PROBLEM TO WORK ON →
Could you report every line from the entries that includes the word "roads"?

DATA IN THIS EXERCISE →
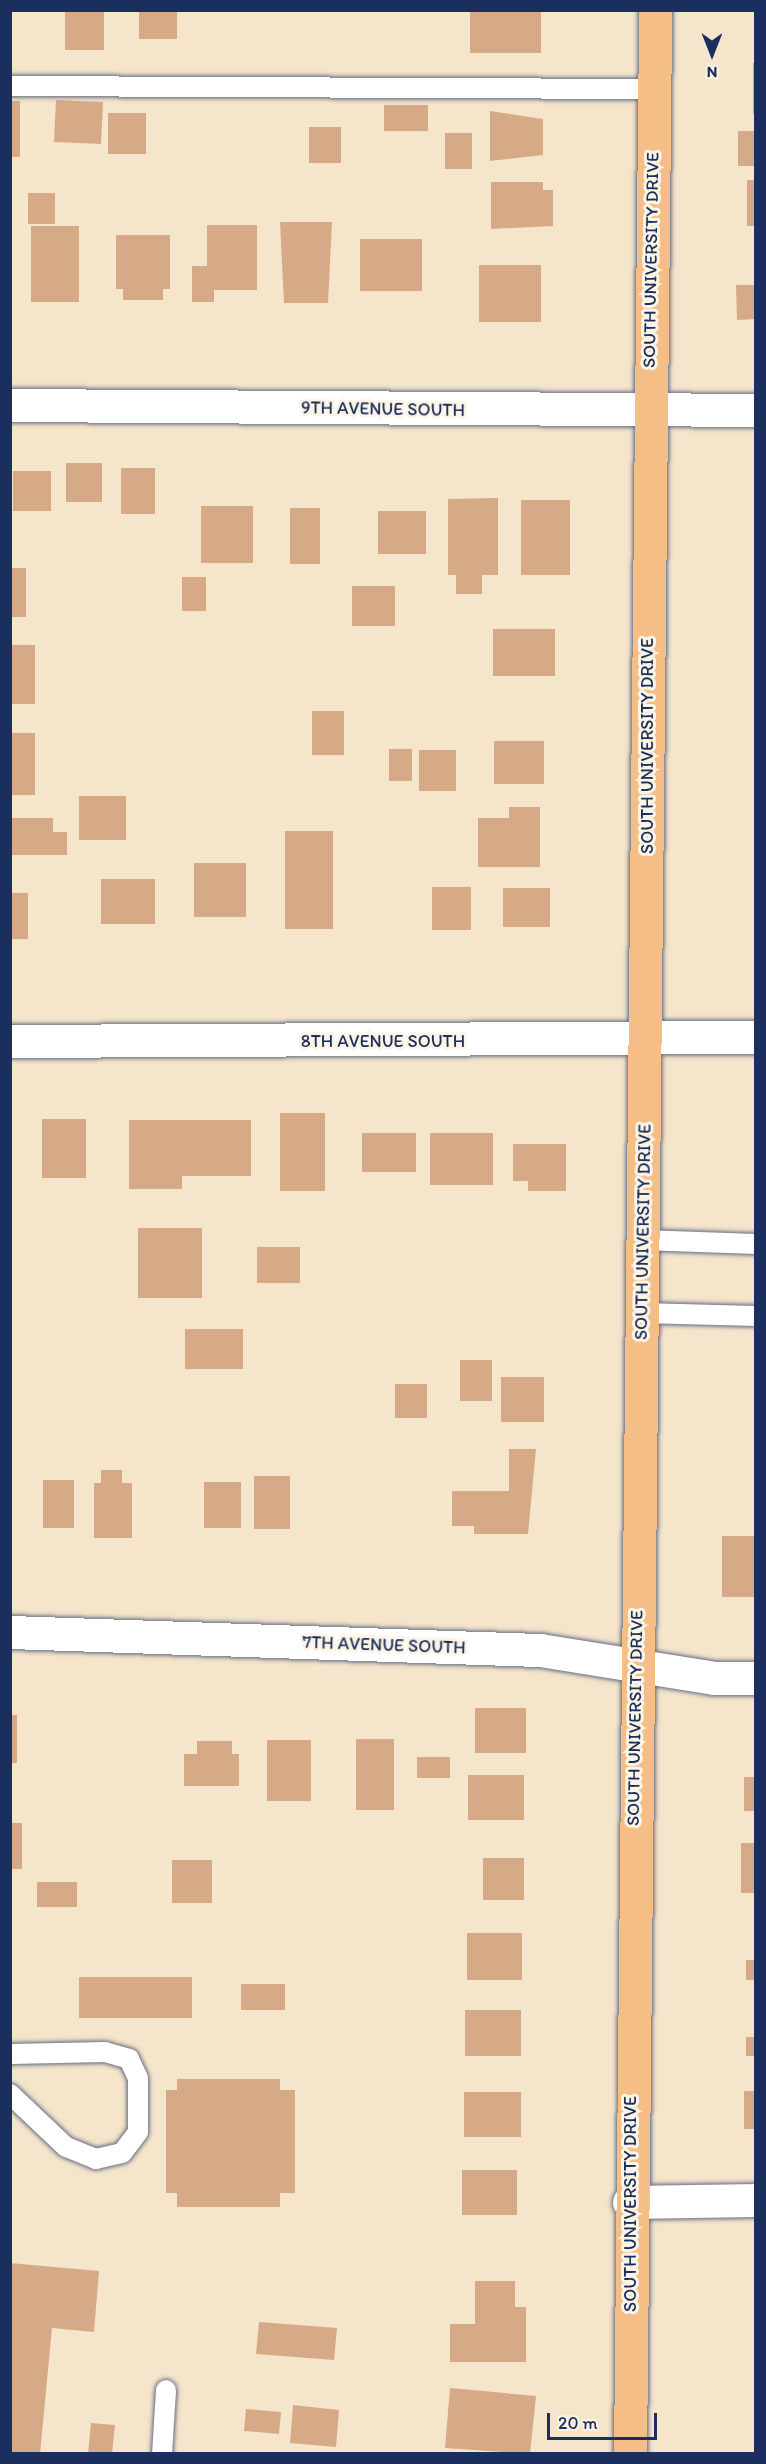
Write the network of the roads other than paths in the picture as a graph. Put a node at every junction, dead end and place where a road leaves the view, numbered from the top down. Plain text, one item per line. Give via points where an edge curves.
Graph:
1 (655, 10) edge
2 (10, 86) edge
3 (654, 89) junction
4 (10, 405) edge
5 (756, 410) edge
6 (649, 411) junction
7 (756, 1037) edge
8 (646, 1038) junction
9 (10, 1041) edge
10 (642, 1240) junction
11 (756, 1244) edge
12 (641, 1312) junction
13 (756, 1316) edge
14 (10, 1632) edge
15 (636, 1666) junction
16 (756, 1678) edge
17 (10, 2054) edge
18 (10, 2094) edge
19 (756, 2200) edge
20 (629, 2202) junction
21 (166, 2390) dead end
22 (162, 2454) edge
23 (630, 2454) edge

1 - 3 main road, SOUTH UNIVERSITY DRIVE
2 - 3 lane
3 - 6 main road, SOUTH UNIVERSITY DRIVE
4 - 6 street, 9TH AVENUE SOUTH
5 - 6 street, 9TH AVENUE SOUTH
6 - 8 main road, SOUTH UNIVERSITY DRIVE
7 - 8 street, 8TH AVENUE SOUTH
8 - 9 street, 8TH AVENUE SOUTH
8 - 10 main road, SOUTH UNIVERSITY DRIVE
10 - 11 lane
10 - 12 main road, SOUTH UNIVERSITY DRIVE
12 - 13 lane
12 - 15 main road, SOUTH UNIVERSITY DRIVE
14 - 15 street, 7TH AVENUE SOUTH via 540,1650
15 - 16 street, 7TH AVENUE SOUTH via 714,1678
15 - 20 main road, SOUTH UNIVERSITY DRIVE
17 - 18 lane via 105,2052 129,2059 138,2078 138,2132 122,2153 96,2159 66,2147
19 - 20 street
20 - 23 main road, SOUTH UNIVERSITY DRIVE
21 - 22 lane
--
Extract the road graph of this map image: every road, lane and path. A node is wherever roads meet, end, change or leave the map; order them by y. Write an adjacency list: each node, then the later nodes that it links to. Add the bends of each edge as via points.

WORKED SOLUTION →
Write the network of the roads other than paths in the picture as a graph. Put a node at every junction, dead end and place where a road leaves the view, numbered from the top down. Plain text, one item per line. Give via points where an edge curves.
Extract the road graph of this map image: every road, lane and path. A node is wherever roads meet, end, change or leave the map; order them by y. Write an adjacency list: each node, then the later nodes that it links to. Add the bends of each edge as via points.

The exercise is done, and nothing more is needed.